F. Scott Fitzgerald grew up in a wealthy, cultured "Lace Curtain Irish" family that lived on Summit Avenue in St. Paul. Fitzgerald graduated from Princeton University and became, during the Jazz Age, a major figure in 20th century American literature. In several of his short stories, such as "The Ice Palace" and "Winter Dreams", he depicts his upbringing in the Twin Cities.
Although his award-winning novel Giants in the Earth takes place among Norwegian-American homesteaders in South Dakota, Ole Edvart Rølvaag wrote both it and its sequels while a professor at St. Olaf College in Northfield. The Northfield house where the author lived is now a museum.
Rølvaag's novels and his own research in memoirs of Swedish settlers on the Minnesota frontier inspired Swedish author Vilhelm Moberg to compose The Emigrants series of four novels between 1949 and 1959. They describe a Swedish family's emigration from Småland to Chisago County, Minnesota in the mid-19th century.
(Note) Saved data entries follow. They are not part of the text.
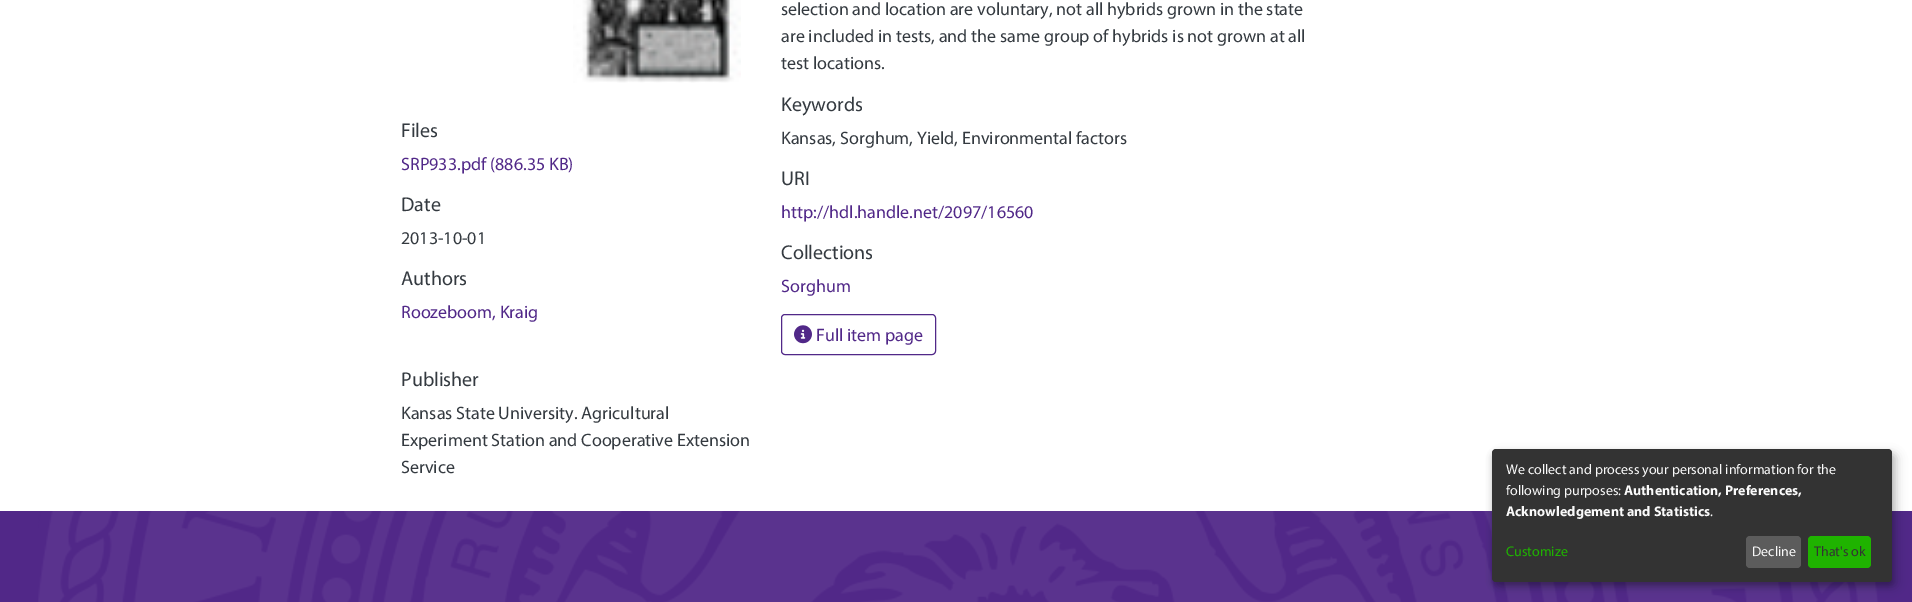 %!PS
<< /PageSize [1912 602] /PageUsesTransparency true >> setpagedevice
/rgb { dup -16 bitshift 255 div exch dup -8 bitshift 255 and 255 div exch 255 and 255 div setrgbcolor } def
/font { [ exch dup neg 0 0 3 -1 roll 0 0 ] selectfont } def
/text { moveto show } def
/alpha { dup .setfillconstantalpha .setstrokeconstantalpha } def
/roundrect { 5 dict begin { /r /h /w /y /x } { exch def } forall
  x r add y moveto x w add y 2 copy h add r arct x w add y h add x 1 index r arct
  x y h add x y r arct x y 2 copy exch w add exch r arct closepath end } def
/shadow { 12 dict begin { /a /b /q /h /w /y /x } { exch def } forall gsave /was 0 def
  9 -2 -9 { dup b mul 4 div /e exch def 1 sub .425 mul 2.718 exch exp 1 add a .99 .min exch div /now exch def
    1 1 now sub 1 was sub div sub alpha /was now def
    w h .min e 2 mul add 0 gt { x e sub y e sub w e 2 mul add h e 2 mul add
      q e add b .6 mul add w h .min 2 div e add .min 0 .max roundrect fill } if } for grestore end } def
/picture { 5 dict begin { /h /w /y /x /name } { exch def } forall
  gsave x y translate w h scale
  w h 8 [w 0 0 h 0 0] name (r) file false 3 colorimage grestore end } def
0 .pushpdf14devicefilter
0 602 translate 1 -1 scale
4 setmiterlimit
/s1 { /Myriad-Regular 20 font 16#343A40 rgb } def
/s2 { /Myriad-Regular 18 font 16#512888 rgb } def
/s3 { /Myriad-Regular 18 font 16#343A40 rgb } def
/s4 { /Myriad-Regular 14 font 16#FAFAFA rgb } def
/s5 { /Myriad-Bold 14 font 16#FAFAFA rgb } def
/s6 { /Myriad-Regular 14 font 16#1FB300 rgb } def
/s7 { /Myriad-Regular 14 font 16#333333 rgb } def
16#FFFFFF rgb
0 0 1912 602 rectfill
(pic1.raw) 573 0 168 83 picture
s1
(Files) 401 137 text
s2
(SRP933.pdf \(886.35 KB\)) 401 170 text
s1
(Date) 401 211 text
s3
(2013-10-01) 401 244 text
s1
(Authors) 401 285 text
s2
(Roozeboom, Kraig) 401 318 text
s1
(Publisher) 401 386 text
s3
(Kansas State University. Agricultural) 401 419 text
(Experiment Station and Cooperative Extension) 401 446 text
(Service) 401 473 text
(selection and location are voluntary, not all hybrids grown in the state) 781 15 text
(are included in tests, and the same group of hybrids is not grown at all) 781 42 text
(test locations.) 781 69 text
s1
(Keywords) 781 111 text
s3
(Kansas, Sorghum, Yield, Environmental factors) 781 144 text
s1
(URI) 781 185 text
s2
(http://hdl.handle.net/2097/16560) 781 218 text
s1
(Collections) 781 259 text
s2
(Sorghum) 781 292 text
781.5 314.5 154 40 3.5 roundrect stroke
(pic2.raw) 794 325 18 19 picture
(Full item page) 816 341 text
0 511 1912 91 rectfill
(pic3.raw) 38 511 1840 91 picture
16#000000 rgb
1497 454 400 133 4 5 0.19 shadow
1492 453 400 133 4 3 0.2 shadow
16#333333 rgb
1492 449 400 133 4 roundrect fill
s4
(We collect and process your personal information for the) 1506 474 text
(following purposes:) 1506 495 text
s5
(Authentication, Preferences,) 1624 495 text
(Acknowledgement and Statistics) 1506 516 text
s4
(.) 1710 516 text
s6
(Customize) 1506 556 text
16#5C5C5C rgb
1746 536 55 32 4 roundrect fill
s4
(Decline) 1752 556 text
16#1FB300 rgb
1808 536 63 32 4 roundrect fill
s7
(That's ok) 1814 556 text
.poppdf14devicefilter showpage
American poet, novelist, and essayist Siri Hustvedt grew up in Northfield, where her father, Lloyd Hustvedt, was a professor at St. Olaf College. She now lives in Brooklyn, New York.
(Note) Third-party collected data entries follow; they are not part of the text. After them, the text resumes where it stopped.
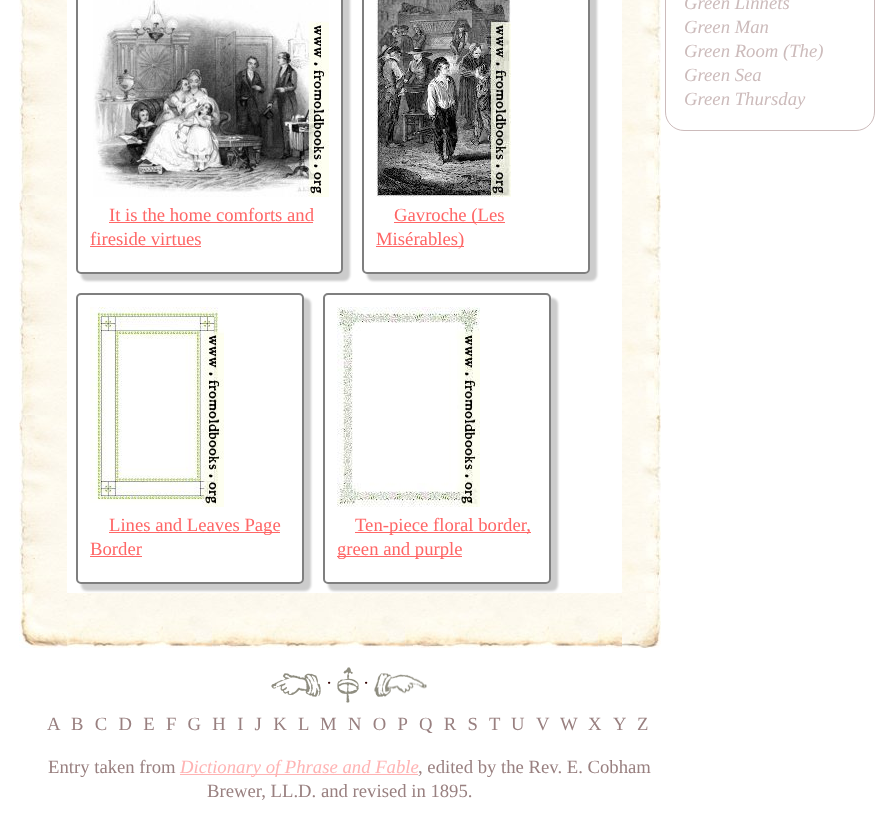 (async () => {
  const canvas = document.querySelector("canvas");
  canvas.width = 894;
  canvas.height = 822;
  const ctx = canvas.getContext("2d");
  ctx.miterLimit = 4;
  ctx.fontKerning = "normal";
  async function loadImage(src) {
    const img = new Image();
    img.src = src;
    await img.decode();
    return img;
  }

  ctx.fillStyle = "#ffffff";
  ctx.fillRect(0, 0, 894, 822);
  ctx.beginPath();
  ctx.roundRect(665.5, -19.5, 209, 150, 18.5);
  ctx.strokeStyle = "#ccbbbb";
  ctx.stroke();
  ctx.drawImage(await loadImage("img/1.png"), 67, 593, 555, 55);
  ctx.drawImage(await loadImage("img/2.png"), 19, 0, 48, 593);
  ctx.drawImage(await loadImage("img/3.png"), 622, 0, 39, 593);
  ctx.fillStyle = "rgba(0, 0, 0, 0.2)";
  ctx.filter = "blur(1px)";
  ctx.beginPath();
  ctx.roundRect(81, -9, 269, 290, 6);
  ctx.fill();
  ctx.filter = "none";
  ctx.fillStyle = "#ffffff";
  ctx.beginPath();
  ctx.roundRect(76, -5, 267, 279, 5);
  ctx.fill();
  ctx.beginPath();
  ctx.roundRect(77, -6, 265, 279, 4);
  ctx.strokeStyle = "rgba(0, 0, 0, 0.5)";
  ctx.lineWidth = 2;
  ctx.stroke();
  ctx.drawImage(await loadImage("img/4.png"), 93, 0, 236, 197);
  ctx.fillStyle = "#ff6666";
  ctx.fillRect(109, 222, 204, 1);
  ctx.fillRect(90, 246, 111, 1);
  ctx.fillStyle = "rgba(0, 0, 0, 0.2)";
  ctx.filter = "blur(1px)";
  ctx.beginPath();
  ctx.roundRect(367, -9, 230, 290, 6);
  ctx.fill();
  ctx.filter = "none";
  ctx.fillStyle = "#ffffff";
  ctx.beginPath();
  ctx.roundRect(362, -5, 228, 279, 5);
  ctx.fill();
  ctx.beginPath();
  ctx.roundRect(363, -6, 226, 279, 4);
  ctx.stroke();
  ctx.drawImage(await loadImage("img/5.png"), 376, 0, 135, 197);
  ctx.fillStyle = "#ff6666";
  ctx.fillRect(394, 222, 111, 1);
  ctx.fillRect(376, 246, 88, 1);
  ctx.fillStyle = "rgba(0, 0, 0, 0.2)";
  ctx.filter = "blur(1px)";
  ctx.beginPath();
  ctx.roundRect(81, 298, 230, 293, 6);
  ctx.fill();
  ctx.filter = "none";
  ctx.fillStyle = "#ffffff";
  ctx.beginPath();
  ctx.roundRect(76, 293, 228, 291, 5);
  ctx.fill();
  ctx.beginPath();
  ctx.roundRect(77, 294, 226, 289, 4);
  ctx.stroke();
  ctx.drawImage(await loadImage("img/6.png"), 90, 307, 134, 200);
  ctx.fillStyle = "#ff6666";
  ctx.fillRect(109, 532, 171, 1);
  ctx.fillRect(90, 556, 52, 1);
  ctx.fillStyle = "rgba(0, 0, 0, 0.2)";
  ctx.filter = "blur(1px)";
  ctx.beginPath();
  ctx.roundRect(328, 298, 230, 293, 6);
  ctx.fill();
  ctx.filter = "none";
  ctx.fillStyle = "#ffffff";
  ctx.beginPath();
  ctx.roundRect(323, 293, 228, 291, 5);
  ctx.fill();
  ctx.beginPath();
  ctx.roundRect(324, 294, 226, 289, 4);
  ctx.stroke();
  ctx.drawImage(await loadImage("img/7.png"), 337, 307, 143, 200);
  ctx.fillStyle = "#ff6666";
  ctx.fillRect(355, 532, 176, 1);
  ctx.fillRect(337, 556, 125, 1);
  ctx.drawImage(await loadImage("img/8.png"), 19, 593, 48, 55);
  ctx.drawImage(await loadImage("img/9.png"), 622, 593, 39, 55);
  ctx.drawImage(await loadImage("img/10.png"), 271, 673, 50, 24);
  ctx.drawImage(await loadImage("img/11.png"), 337, 667, 22, 36);
  ctx.drawImage(await loadImage("img/12.png"), 374, 673, 53, 24);
  ctx.fillStyle = "#ffb3b3";
  ctx.fillRect(180, 774, 238, 1);
  ctx.font = "italic 18.7px Liberation Serif";
  ctx.fillStyle = "#ccbbbb";
  for (const [text, x, y] of [
    ["Green Linnets", 684, 9],
    ["Green Man", 684, 33],
    ["Green Room (The)", 684, 57],
    ["Green Sea", 684, 81],
    ["Green Thursday", 684, 105],
  ]) {
    ctx.fillText(text, x, y);
  }
  ctx.font = "18.7px Liberation Serif";
  ctx.fillStyle = "#ff6666";
  for (const [text, x, y] of [
    ["It is the home comforts and", 109, 221],
    ["fireside virtues", 90, 245],
    ["Gavroche (Les", 394, 221],
    ["Misérables)", 376, 245],
    ["Lines and Leaves Page", 109, 531],
    ["Border", 90, 555],
    ["Ten-piece floral border,", 355, 531],
    ["green and purple", 337, 555],
  ]) {
    ctx.fillText(text, x, y);
  }
  ctx.fillStyle = "#330000";
  ctx.fillText("·", 326, 689);
  ctx.fillText("·", 363, 689);
  ctx.letterSpacing = "3.3px";
  ctx.fillStyle = "#998080";
  for (const [text, x, y] of [
    ["A", 47, 730],
    ["B C D E F G H I J K L", 71, 730],
    ["M N O P", 320, 730],
    ["Q R S", 419, 730],
    ["T", 489, 730],
    ["U", 511, 730],
    ["V", 536, 730],
    ["W", 560, 730],
    ["X", 588, 730],
    ["Y", 613, 730],
    ["Z", 637, 730],
  ]) {
    ctx.fillText(text, x, y);
  }
  ctx.letterSpacing = "0px";
  ctx.fillText("Entry taken from", 48, 773);
  ctx.font = "italic 18.7px Liberation Serif";
  ctx.fillStyle = "#ffb3b3";
  ctx.fillText("Dictionary of Phrase and Fable", 180, 773);
  ctx.font = "18.7px Liberation Serif";
  ctx.fillStyle = "#998080";
  ctx.fillText(", edited by the Rev. E. Cobham", 418, 773);
  ctx.fillText("Brewer, LL.D. and revised in 1895.", 207, 797);
})();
Nobel Prize-winning novelist Sinclair Lewis was born and grew up in Sauk Centre, which he satirized as "Gopher's Prairie" in his novel Main Street. Although the people of Sauk Centre were reportedly deeply offended by the novel, Sauk Centre now celebrates it and uses it to attract tourism. The Stearns County Historical Society in St. Cloud has an extensive collection of materials relating to Lewis and his family, including many taped oral history interviews with Sauk Centre residents who knew him as a child.
The Minneapolis-Saint Paul metropolitan area is the long-standing home of several fandom organizations such as SF Minnesota, MISFITS, and Mnstf, which annually hold Diversicon, CONvergence, and Minicon, respectively. These are large gatherings of fans interested in science, speculative, and fantasy fiction; panels are held where authors, publishers, and scientists interact with readers, viewers, and fans of filk music with the goal of increasing knowledge of the topics discussed.
Word-initial th-stopping is possible among speakers of working-class backgrounds, especially with pronouns ("deez" for these, "doze" for those, "dem" for them, etc.). In addition, traces of a pitch accent as in Swedish and Norwegian persists in some areas of heavy Norwegian or Swedish settlement, and among people who grew up in those areas (some of whom are not of Scandinavian descent).
Certain phonemes appear in particular words, setting the North-Central dialect apart from some other American English:
Music has played a significant role in Minnesota's historical and cultural development. The state's music scene centers on Minneapolis-Saint Paul, and most Minnesotan artists who have become nationally popular either came from that area or debuted there. Rural Minnesota has also produced a flourishing folk music scene, with a long tradition of traditional Swedish, Finnish and Norwegian music.[28]
In Avon, Minnesota, Cy Pfannenstein Music Service both records and distributes, among other things, traditional music by local German-, Polish-, and Slovenian-American folk musicians.[29]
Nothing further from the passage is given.